There is a steep let down from a disappointing burger. It's one of the harshest drop-offs in the world of food excitement. It begins with the phrase, "Want to get a burger?" Upon hearing these words, the eyes dilate, the pulse pounds, the pants expand, and the hands often tighten into a burger-holding grip (make the letter "C" with both hands).
I'd been sonaring the Mesero Miguel burger for a while. Their polished twists on Mexican food are often great, including ceviche that's like an electricity zap and rich tacos. Food Critic Guy says they have a great leches cake, too. But the Mesero burger, like a recent burger at the newly-opened Green Door Public House, caused the many stages of burger sads. Here are the eight stages of burger disappointment :
Stage One: The Menu Stare The first stage boils up as you stare at the description of the burger. You doubt everything, thinking, "A burger is a bad idea, isn't it?" Or nervously asking, "Hey so, should I get the burger?" to friends, family, silverware or strangers in the restaurant. Stage one ends when you let "I'll have the burger..." barely slip out in puttering trickles of no-confidence to the waiter.
Stage Two: The Instant Regret This is when you immediately regret getting the burger. You wish deep in the marrow of your bones that you had ordered those meatloaf circles or the tower of bacon your table mate got. Note: despite the regret, you do nothing to change your order. You choose scared silence over the awkward entree change 5-6 minutes after you placed the order. At this stage, you tell yourself: "At least there will be French fries." Then, you'll pick up the menu, nervously thinking, "Oh fuck, do they come with French Fries?"

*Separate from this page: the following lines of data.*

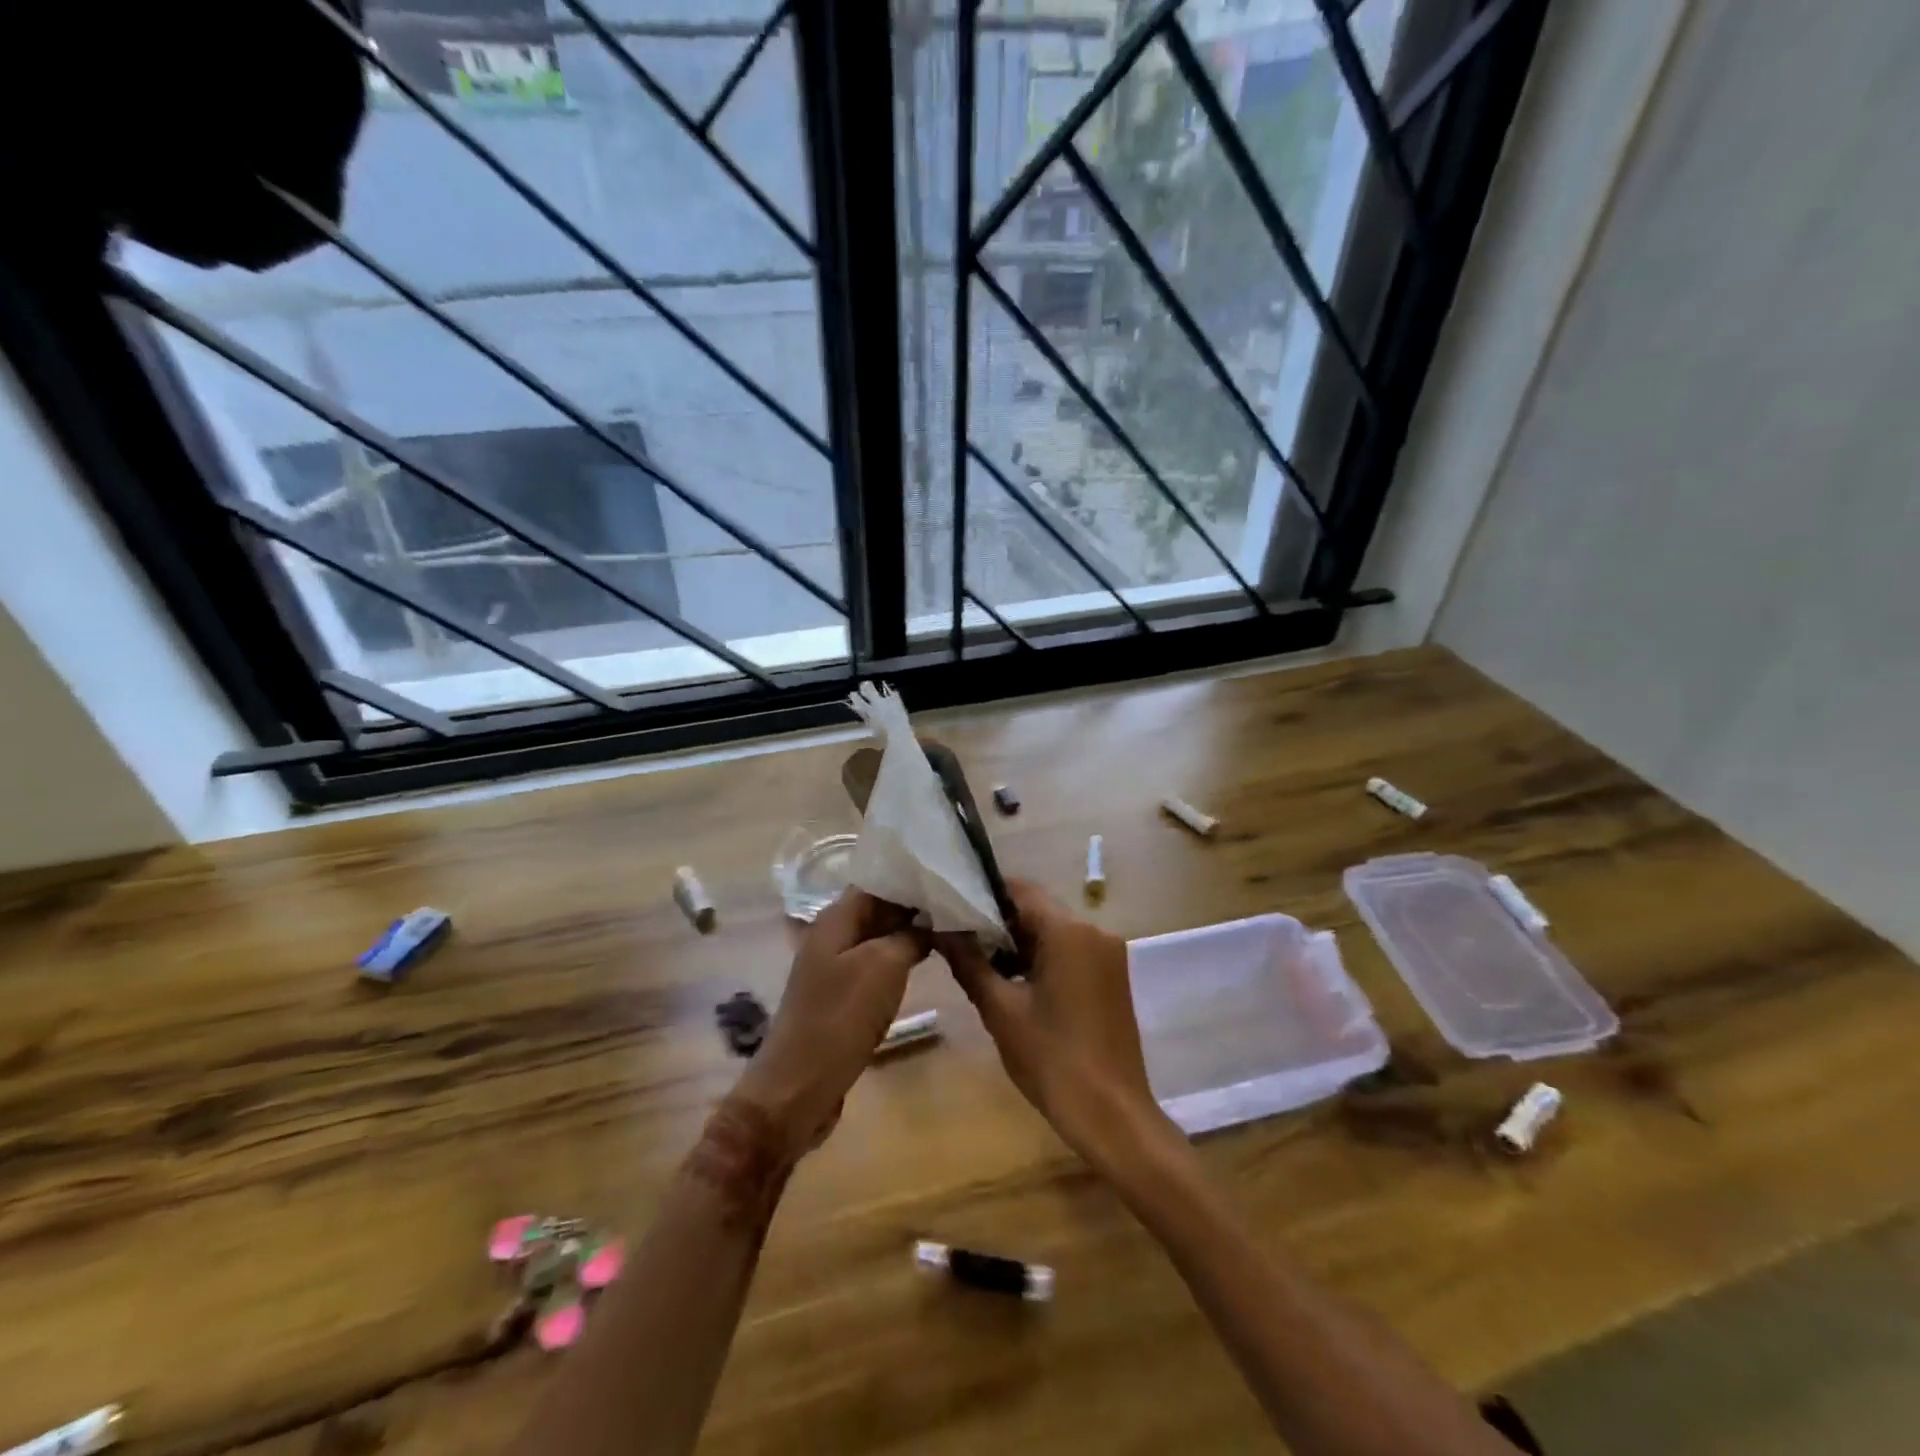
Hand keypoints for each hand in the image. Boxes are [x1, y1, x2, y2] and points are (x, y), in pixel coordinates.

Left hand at [732, 890, 929, 1164]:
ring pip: (879, 937)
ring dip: (911, 932)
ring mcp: (836, 967)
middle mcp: (832, 935)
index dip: (911, 876)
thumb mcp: (884, 966)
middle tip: (960, 901)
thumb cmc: (841, 1017)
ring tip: (953, 925)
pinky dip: (901, 958)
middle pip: (878, 907)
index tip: (949, 876)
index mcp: (835, 918)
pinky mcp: (843, 995)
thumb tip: (931, 918)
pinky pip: (876, 965)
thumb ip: (910, 935)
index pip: (877, 880)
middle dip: (915, 904)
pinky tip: (928, 960)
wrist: (800, 1085)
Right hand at [940, 880, 1173, 1167]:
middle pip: (1037, 909)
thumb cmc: (1052, 1059)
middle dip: (998, 922)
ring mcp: (1108, 955)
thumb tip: (941, 930)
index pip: (1020, 890)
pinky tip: (1013, 983)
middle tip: (958, 939)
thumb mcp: (1000, 1010)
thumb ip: (969, 962)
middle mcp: (1094, 932)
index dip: (983, 894)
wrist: (1112, 1116)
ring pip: (1053, 932)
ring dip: (1018, 943)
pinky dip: (1041, 959)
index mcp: (1069, 931)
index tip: (951, 907)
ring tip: (978, 963)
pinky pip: (1070, 952)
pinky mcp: (1111, 977)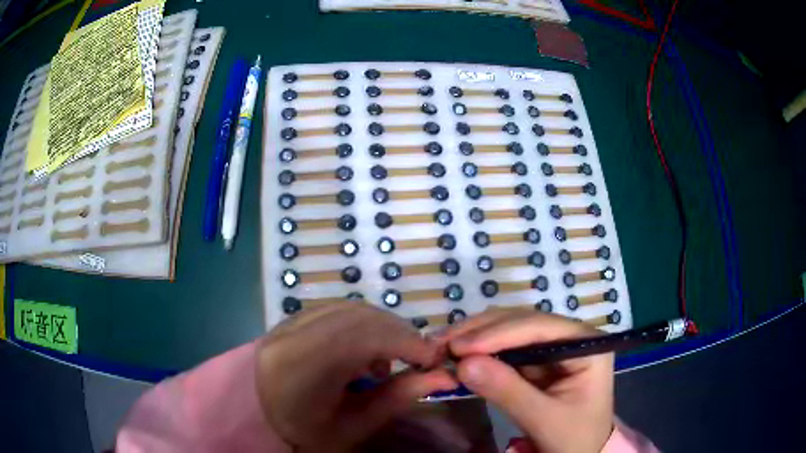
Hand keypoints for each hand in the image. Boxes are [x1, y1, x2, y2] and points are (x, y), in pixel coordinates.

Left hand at [256, 303, 457, 452]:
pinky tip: (361, 351)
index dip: (406, 341)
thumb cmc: (305, 434)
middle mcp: (290, 334)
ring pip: (349, 307)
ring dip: (380, 327)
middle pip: (359, 315)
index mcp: (301, 367)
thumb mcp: (354, 426)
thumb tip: (443, 376)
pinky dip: (360, 324)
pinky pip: (334, 310)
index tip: (434, 358)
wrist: (258, 422)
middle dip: (398, 333)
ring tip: (385, 361)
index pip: (363, 336)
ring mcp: (286, 322)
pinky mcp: (288, 319)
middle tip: (417, 359)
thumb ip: (398, 397)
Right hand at [447, 310, 613, 452]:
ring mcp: (552, 348)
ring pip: (510, 331)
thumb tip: (463, 364)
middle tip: (441, 343)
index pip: (540, 327)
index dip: (499, 333)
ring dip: (476, 337)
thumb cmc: (574, 438)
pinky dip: (480, 352)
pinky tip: (458, 354)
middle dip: (481, 332)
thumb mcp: (544, 420)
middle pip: (523, 323)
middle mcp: (570, 337)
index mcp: (587, 345)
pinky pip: (505, 350)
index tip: (459, 347)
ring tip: (442, 345)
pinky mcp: (537, 362)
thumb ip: (508, 392)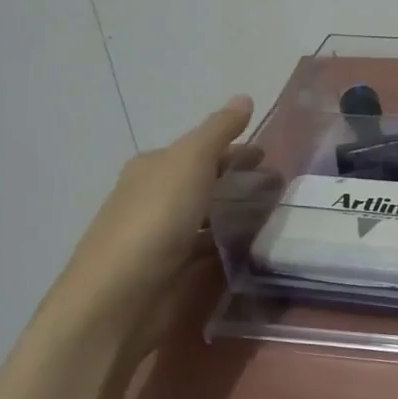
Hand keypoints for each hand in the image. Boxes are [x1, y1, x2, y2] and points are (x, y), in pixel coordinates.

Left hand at [35, 95, 258, 338]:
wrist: (117, 301)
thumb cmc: (154, 221)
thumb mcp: (189, 162)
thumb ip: (218, 131)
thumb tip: (243, 97)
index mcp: (153, 168)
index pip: (200, 150)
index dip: (234, 149)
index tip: (269, 157)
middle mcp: (152, 198)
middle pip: (203, 182)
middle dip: (238, 181)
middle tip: (280, 188)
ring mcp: (159, 238)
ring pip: (207, 217)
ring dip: (237, 213)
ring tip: (276, 217)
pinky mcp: (169, 273)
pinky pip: (206, 249)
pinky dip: (228, 245)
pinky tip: (252, 249)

Stage Three: The Burger Curiosity You straighten your posture, gaining some confidence, as you see other burgers shuttling around the dining area. The burger-orderering customers appear happy, so you relax and order a drink. At this stage, you may or may not fill up on appetizers to avoid admitting burger defeat later (You'll declare the white lie: "Man, I can't believe I filled up on chips and salsa!")
Stage Four: The Burger Vanity This stage is one of the most confusing. Once the burger arrives, it may visually appear delicious. There are probably rivulets of juicy meat gravy, thick slices of cheese and sly, fresh toppings. Pre-eating, you may experience bouts of positive visual burger hallucinations.
Stage Five: The Direct Burger Sads It happens fast, and there are several subtle indicators. The patty can instantly slide out of a shitty, paltry bun, or it can be overcooked. Overcooked burgers usually result in maximum anger. Burgers may arrive previously sliced down the middle, which completely ruins the juice explosion you were expecting. Blown apart, dry tomatoes that taste like McDonald's trash can are also a problem. Tiny, shitty buns can result in Stage Five burger sads as well.
Stage Six: Denial by Fries This is when you just start tossing fries, one after the other, unfeelingly into your mouth. You're barely enjoying food at this point. It's not even eating, you're just putting food items in a different place.
Stage Seven: Angry Check Signing Stage Seven is when the check comes, and the any previous eagerness to pay for a $11-$18 burger washes away in rage wave. You often consider "just going to In N Out Burger" for a "fuck you" second dinner.
Stage Eight: The Rant This is the final stage. You will often rant to a significant other, family member or pet about how much was money was exchanged for an inferior product. It's also known that you'll keep your significant other up in bed with RLLGBS, or Restless Leg from the Lack of a Good Burger syndrome in the evening. It's common and natural.
A bad burger usually goes away after three-to-four days. If you experience burger anger for longer than three-to-four days, visit Off-Site Kitchen on 2226 Irving Boulevard.